Task details: Leaving out the images, return the data below exactly as it is written.

Saved entries:
== Segment start ==
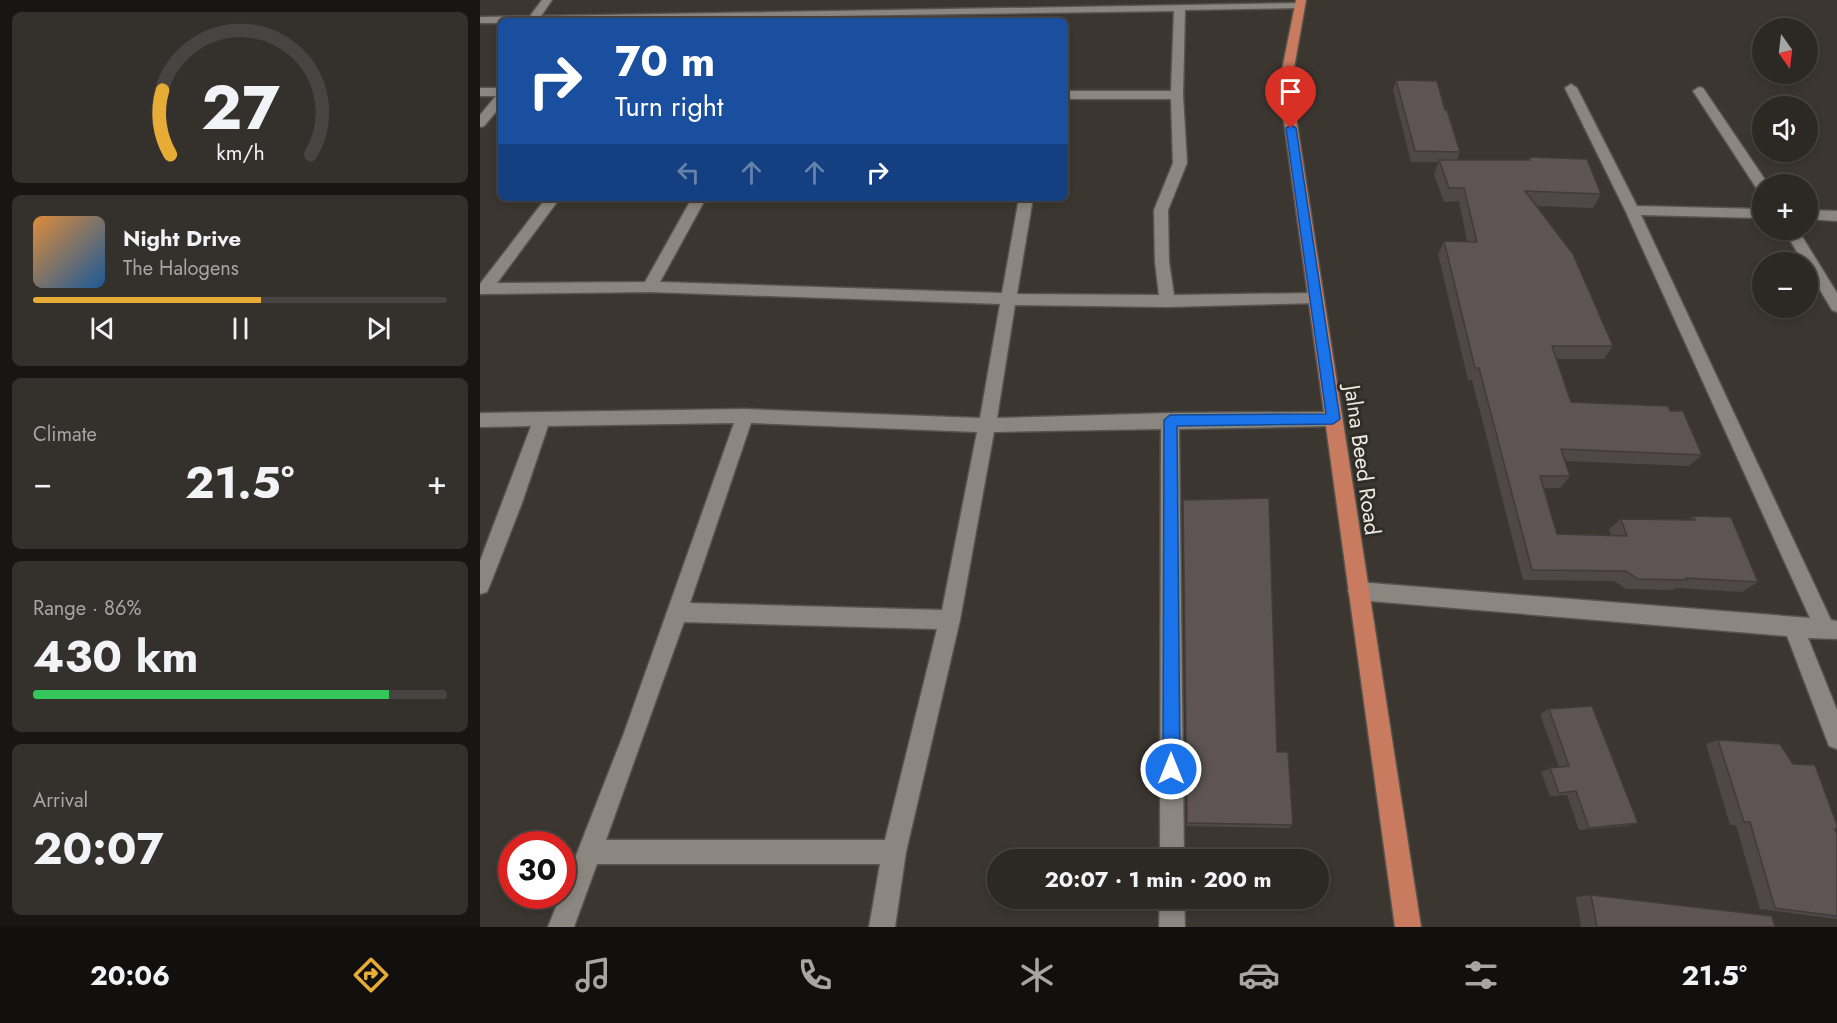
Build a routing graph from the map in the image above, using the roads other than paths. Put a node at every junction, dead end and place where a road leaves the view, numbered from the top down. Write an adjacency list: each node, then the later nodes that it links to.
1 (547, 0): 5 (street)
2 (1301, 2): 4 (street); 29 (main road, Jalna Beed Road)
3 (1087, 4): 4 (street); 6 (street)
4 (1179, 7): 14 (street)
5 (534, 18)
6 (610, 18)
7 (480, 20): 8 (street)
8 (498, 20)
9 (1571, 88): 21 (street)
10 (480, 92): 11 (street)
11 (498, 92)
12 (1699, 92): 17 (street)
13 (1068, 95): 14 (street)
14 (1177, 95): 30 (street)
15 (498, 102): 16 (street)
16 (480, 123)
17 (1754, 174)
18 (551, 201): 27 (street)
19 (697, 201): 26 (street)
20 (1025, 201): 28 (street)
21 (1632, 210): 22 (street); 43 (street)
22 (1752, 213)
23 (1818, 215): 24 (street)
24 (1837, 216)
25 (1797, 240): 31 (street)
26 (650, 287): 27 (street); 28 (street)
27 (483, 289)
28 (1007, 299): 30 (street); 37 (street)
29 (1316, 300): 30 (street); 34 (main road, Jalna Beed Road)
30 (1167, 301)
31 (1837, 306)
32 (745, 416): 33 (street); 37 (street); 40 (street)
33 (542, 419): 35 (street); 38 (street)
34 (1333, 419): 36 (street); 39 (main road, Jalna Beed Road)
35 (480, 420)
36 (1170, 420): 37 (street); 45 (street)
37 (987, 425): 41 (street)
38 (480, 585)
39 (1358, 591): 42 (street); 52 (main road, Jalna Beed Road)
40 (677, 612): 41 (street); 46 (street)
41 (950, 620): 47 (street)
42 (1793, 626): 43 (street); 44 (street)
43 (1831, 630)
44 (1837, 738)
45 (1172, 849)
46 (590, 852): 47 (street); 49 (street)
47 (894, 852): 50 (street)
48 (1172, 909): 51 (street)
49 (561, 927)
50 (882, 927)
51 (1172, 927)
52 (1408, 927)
== Segment end ==
Your response:
Build a routing graph from the map in the image above, using the roads other than paths. Put a node at every junction, dead end and place where a road leaves the view, numbered from the top down. Write an adjacency list: each node, then the later nodes that it links to.
1 (547, 0): 5 (street)
2 (1301, 2): 4 (street); 29 (main road, Jalna Beed Road)
3 (1087, 4): 4 (street); 6 (street)
4 (1179, 7): 14 (street)
5 (534, 18)
6 (610, 18)
7 (480, 20): 8 (street)
8 (498, 20)
9 (1571, 88): 21 (street)
10 (480, 92): 11 (street)
11 (498, 92)
12 (1699, 92): 17 (street)
13 (1068, 95): 14 (street)
14 (1177, 95): 30 (street)
15 (498, 102): 16 (street)
16 (480, 123)
17 (1754, 174)
18 (551, 201): 27 (street)
19 (697, 201): 26 (street)
20 (1025, 201): 28 (street)
21 (1632, 210): 22 (street); 43 (street)
22 (1752, 213)
23 (1818, 215): 24 (street)
24 (1837, 216)
25 (1797, 240): 31 (street)
26 (650, 287): 27 (street); 28 (street)
27 (483, 289)
28 (1007, 299): 30 (street); 37 (street)
29 (1316, 300): 30 (street); 34 (main road, Jalna Beed Road)
30 (1167, 301)
31 (1837, 306)
32 (745, 416): 33 (street); 37 (street); 40 (street)
33 (542, 419): 35 (street); 38 (street)
34 (1333, 419): 36 (street); 39 (main road, Jalna Beed Road)
35 (480, 420)
36 (1170, 420): 37 (street); 45 (street)
37 (987, 425): 41 (street)
38 (480, 585)
39 (1358, 591): 42 (street); 52 (main road, Jalna Beed Road)
40 (677, 612): 41 (street); 46 (street)
41 (950, 620): 47 (street)
42 (1793, 626): 43 (street); 44 (street)
43 (1831, 630)
44 (1837, 738)
45 (1172, 849)
46 (590, 852): 47 (street); 49 (street)
47 (894, 852): 50 (street)
48 (1172, 909): 51 (street)
49 (561, 927)
50 (882, 927)
51 (1172, 927)
52 (1408, 927)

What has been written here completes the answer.